_Instructions to follow:_ Pull out from the material below all lines with "MATHER".
======== Information supplied
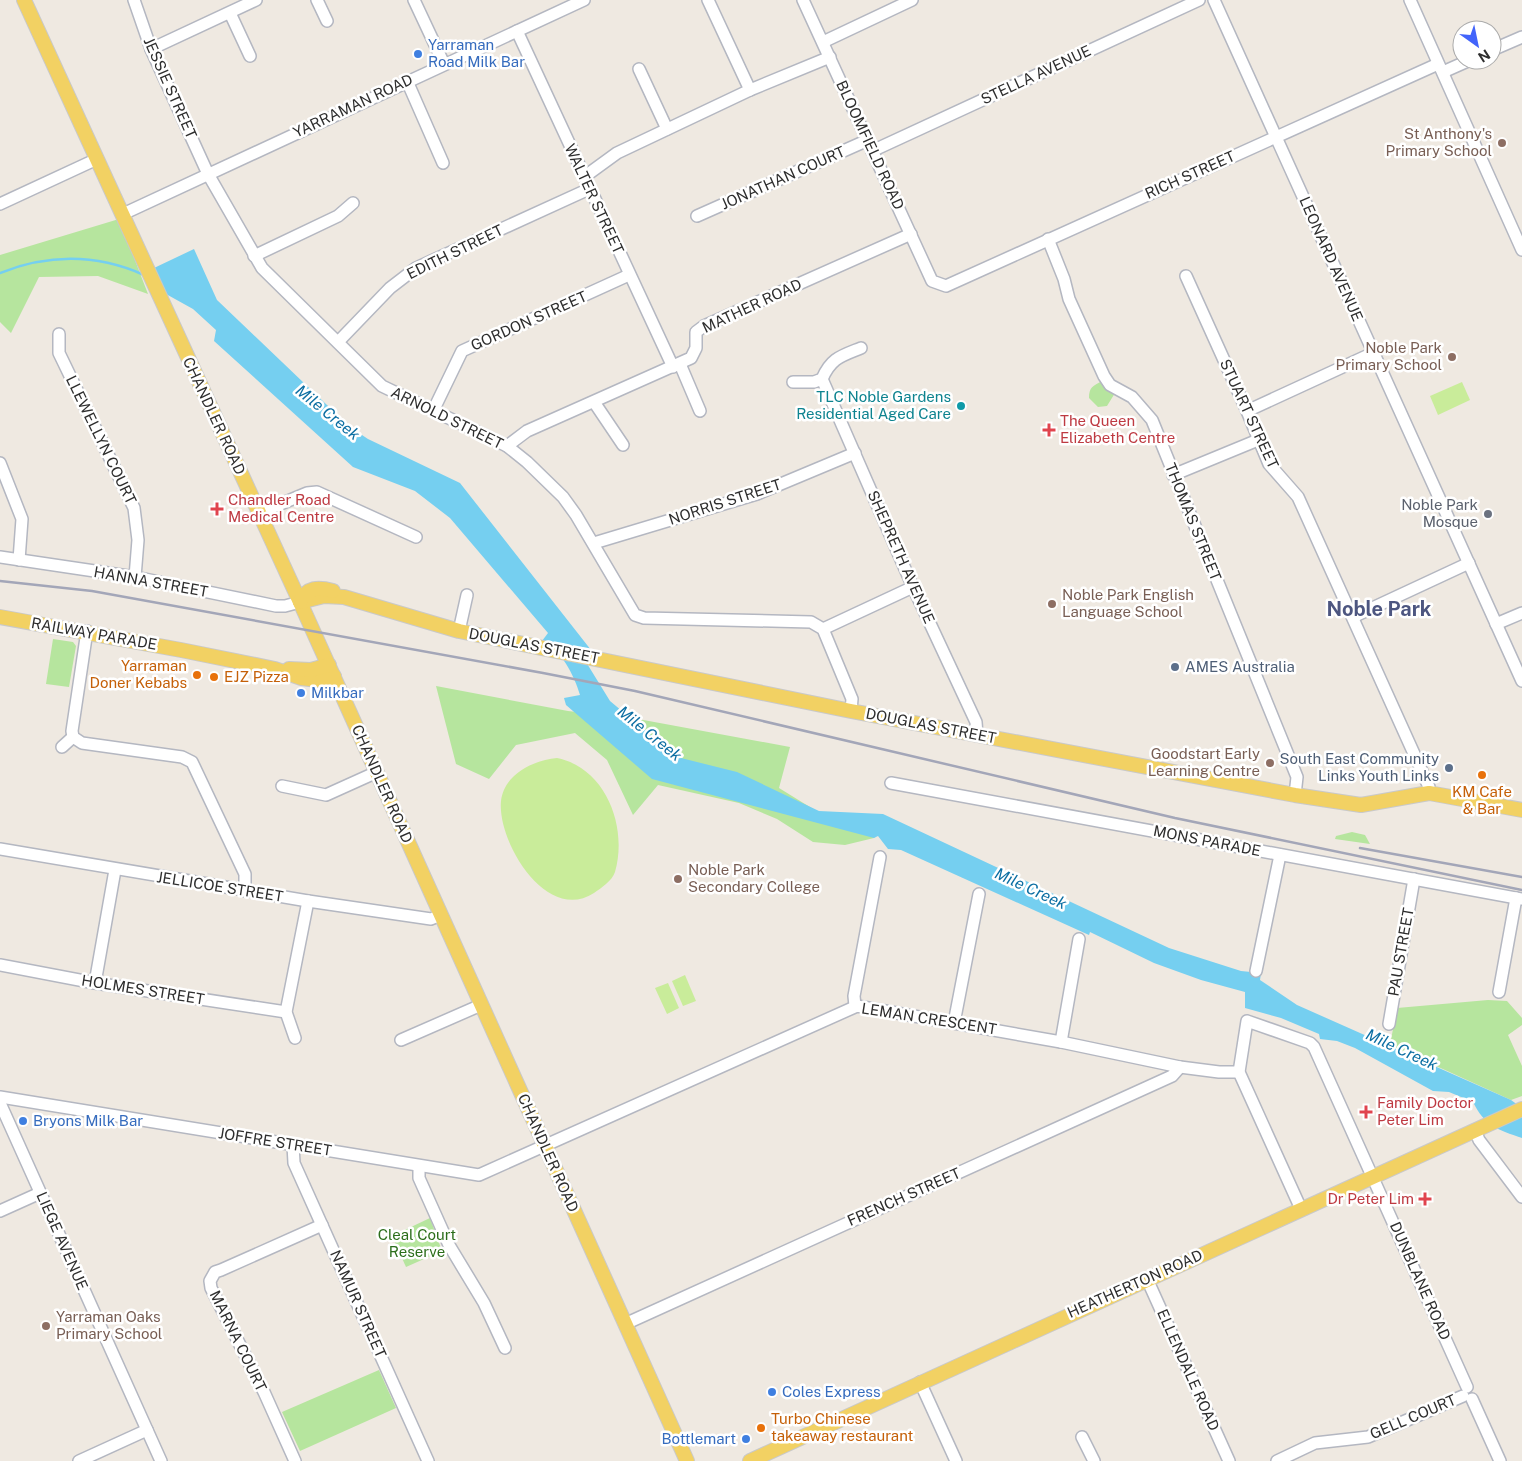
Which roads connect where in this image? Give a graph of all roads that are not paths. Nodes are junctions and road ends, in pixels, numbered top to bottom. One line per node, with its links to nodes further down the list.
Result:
1 (24, 0): 31 (main road, CHANDLER ROAD)
2 (134, 0): 19 (street, JESSIE STREET)
3 (256, 0): 13 (street)
4 (318, 0): 14 (street)
5 (414, 0): 22 (street)
6 (584, 0): 15 (street, YARRAMAN ROAD)
7 (708, 0): 27 (street)
8 (804, 0): 17 (street, BLOOMFIELD ROAD)
9 (912, 0): 17 (street)
10 (1199, 0): 30 (street, STELLA AVENUE)
11 (1214, 0): 29 (street, LEONARD AVENUE)
12 (1410, 0): 24 (street)
13 (230, 12): 19 (street); 20 (street)
14 (327, 21)
15 (517, 31): 22 (street, YARRAMAN ROAD); 34 (street, WALTER STREET)
16 (1522, 37): 18 (street)
17 (822, 42): 21 (street, BLOOMFIELD ROAD)
18 (1502, 46)
19 (151, 49): 33 (street, JESSIE STREET)
20 (250, 56)
21 (830, 57): 27 (street); 30 (street, BLOOMFIELD ROAD)
22 (444, 64): 26 (street, YARRAMAN ROAD)
23 (1452, 65): 24 (street, RICH STREET)
24 (1441, 68): 29 (street, RICH STREET); 42 (street)
25 (639, 69): 28 (street)
26 (407, 81): 32 (street); 33 (street, YARRAMAN ROAD)
27 (750, 90): 28 (street)
28 (667, 129): 34 (street)
29 (1276, 137): 41 (street, RICH STREET); 50 (street, LEONARD AVENUE)
30 (870, 145): 39 (street, JONATHAN COURT); 40 (street, BLOOMFIELD ROAD)
31 (97, 159): 36 (street); 38 (main road, CHANDLER ROAD)
32 (443, 163)
33 (208, 174): 38 (street, YARRAMAN ROAD); 43 (street, ARNOLD STREET)
34 (584, 177): 35 (street, WALTER STREET)
35 (589, 188): 44 (street, WALTER STREET); 48 (street, EDITH STREET)
36 (0, 204)
37 (353, 204): 43 (street)
38 (122, 214): 64 (main road, CHANDLER ROAD)
39 (697, 216)
40 (911, 234): 46 (street, BLOOMFIELD ROAD); 51 (street, MATHER ROAD)
41 (1048, 239): 46 (street, RICH STREET); 63 (street, THOMAS STREET)
42 (1522, 250)
43 (254, 256): 48 (street, ARNOLD STREET)
44 (629, 275): 51 (street, WALTER STREET); 55 (street, GORDON STREET)
45 (1186, 276): 57 (street, STUART STREET)
46 (941, 286)
47 (59, 334): 71 (street, LLEWELLYN COURT)
48 (338, 342): 55 (street, ARNOLD STREET)
49 (861, 348): 52 (street)
50 (1373, 353): 57 (street); 69 (street, LEONARD AVENUE)
51 (676, 366): 54 (street, MATHER ROAD); 56 (street, WALTER STREET)
52 (822, 379): 53 (street); 61 (street, SHEPRETH AVENUE)
53 (793, 382)
54 (594, 402): 59 (street); 60 (street, MATHER ROAD)
55 (432, 411): 60 (street, ARNOLD STREET)
56 (700, 411)
57 (1247, 411): 58 (street, STUART STREET)
58 (1258, 440): 63 (street); 79 (street, STUART STREET)
59 (623, 445)
60 (506, 446): 66 (street, ARNOLD STREET)
61 (855, 453): 66 (street, NORRIS STREET); 72 (street, SHEPRETH AVENUE)
62 (0, 463): 68 (street)
63 (1173, 475): 95 (street, THOMAS STREET)
64 (259, 513): 65 (street); 70 (main road, CHANDLER ROAD)
65 (416, 538)
66 (594, 543): 82 (street, ARNOLD STREET)
67 (0, 557): 68 (street, HANNA STREET)
68 (19, 560): 71 (street, HANNA STREET)
69 (1468, 563): 79 (street); 81 (street, LEONARD AVENUE)
70 (286, 570): 73 (main road, DOUGLAS STREET); 76 (main road, CHANDLER ROAD)
71 (135, 577): 76 (street, HANNA STREET)
72 (913, 587): 82 (street); 88 (street, SHEPRETH AVENUE)
73 (326, 589): 75 (main road, DOUGLAS STREET); 76 (main road)
74 (468, 595): 84 (street)
75 (347, 598): 76 (main road, DOUGLAS STREET); 80 (main road); 84 (main road, DOUGLAS STREET)
76 (300, 602): 80 (main road, CHANDLER ROAD)
77 (1522, 612): 81 (street)
78 (0, 617): 83 (main road, RAILWAY PARADE)
79 (1353, 617): 94 (street, STUART STREET)
80 (308, 619): 85 (main road, CHANDLER ROAD)
81 (1496, 624): 86 (street, LEONARD AVENUE)
82 (823, 629): 87 (street)
83 (87, 631): 85 (main road, RAILWAY PARADE); 89 (street)
84 (459, 631): 87 (main road, DOUGLAS STREET)
85 (331, 670): 91 (main road, CHANDLER ROAD)
86 (1522, 681)
87 (851, 711): 88 (main road, DOUGLAS STREET)
88 (977, 735): 95 (main road, DOUGLAS STREET)
89 (73, 737): 90 (street); 102 (street)
90 (62, 747)
91 (377, 772): 93 (street); 106 (main road, CHANDLER ROAD)
92 (891, 783): 98 (street, MONS PARADE)
93 (282, 786)
94 (1429, 793): 95 (main road, DOUGLAS STREET); 96 (main road, DOUGLAS STREET)
95 (1295, 795)
96 (1522, 810)
97 (0, 850): 100 (street, JELLICOE STREET)
98 (1280, 855): 101 (street, MONS PARADE); 109 (street)
99 (880, 857): 113 (street)
100 (115, 870): 102 (street, JELLICOE STREET); 110 (street)
101 (1414, 879): 104 (street, MONS PARADE); 116 (street, PAU STREET)
102 (245, 891): 105 (street, JELLICOE STREET)
103 (979, 894): 115 (street)
104 (1519, 898): 111 (street)
105 (308, 901): 106 (street, JELLICOE STREET); 114 (street)
106 (441, 915): 112 (main road, CHANDLER ROAD)
107 (1079, 939): 119 (street)
108 (0, 965): 110 (street, HOLMES STREET)
109 (1256, 971)
110 (95, 983): 114 (street, HOLMES STREET)
111 (1499, 992)
112 (482, 1004): 118 (street); 127 (main road, CHANDLER ROAD)
113 (855, 1006): 115 (street, LEMAN CRESCENT); 127 (street, LEMAN CRESCENT)
114 (286, 1012): 117 (street)
115 (954, 1022): 119 (street, LEMAN CRESCENT)
116 (1389, 1024)
117 (295, 1038)
118 (401, 1040)
119 (1061, 1042): 120 (street, LEMAN CRESCENT)
120 (1180, 1067): 121 (street, LEMAN CRESCENT); 136 (street, FRENCH STREET)
121 (1240, 1074): 129 (street, DUNBLANE ROAD); 132 (street)
122 (0, 1097): 126 (street, JOFFRE STREET)
123 (0, 1104): 130 (street, LIEGE AVENUE)
124 (1522, 1109): 125 (main road, HEATHERTON ROAD)
125 (1475, 1130): 129 (main road, HEATHERTON ROAD); 131 (street)
126 (293, 1146): 128 (street, JOFFRE STREET); 134 (street, NAMUR STREET)
127 (545, 1146): 128 (street, JOFFRE STREET); 136 (main road, CHANDLER ROAD)
128 (419, 1166): 137 (street)
129 (1373, 1176): 132 (main road, HEATHERTON ROAD); 139 (street, DUNBLANE ROAD)
130 (40, 1193): 133 (street); 140 (street, LIEGE AVENUE)
131 (1522, 1197)
132 (1301, 1209): 135 (main road, HEATHERTON ROAD)
133 (0, 1211)
134 (322, 1225): 144 (street, MARNA COURT); 145 (street, NAMUR STREET)
135 (1147, 1279): 138 (main road, HEATHERTON ROAD); 150 (street, ELLENDALE ROAD)
136 (625, 1324): 146 (main road, CHANDLER ROAD)
137 (505, 1348)
138 (920, 1382): 147 (main road, HEATHERTON ROAD); 148 (street)
139 (1467, 1394): 151 (street, GELL COURT); 152 (street, DUNBLANE ROAD)
140 (147, 1430): 142 (street); 143 (street, LIEGE AVENUE)
141 (1082, 1437): 149 (street)
142 (79, 1461)
143 (161, 1461)
144 (294, 1461)
145 (428, 1461)
146 (687, 1461)
147 (750, 1461)
148 (956, 1461)
149 (1094, 1461)
150 (1229, 1461)
151 (1277, 1461)
152 (1500, 1461)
================
_Solution to this task:_
40 (911, 234): 46 (street, BLOOMFIELD ROAD); 51 (street, MATHER ROAD)
51 (676, 366): 54 (street, MATHER ROAD); 56 (street, WALTER STREET)
54 (594, 402): 59 (street); 60 (street, MATHER ROAD)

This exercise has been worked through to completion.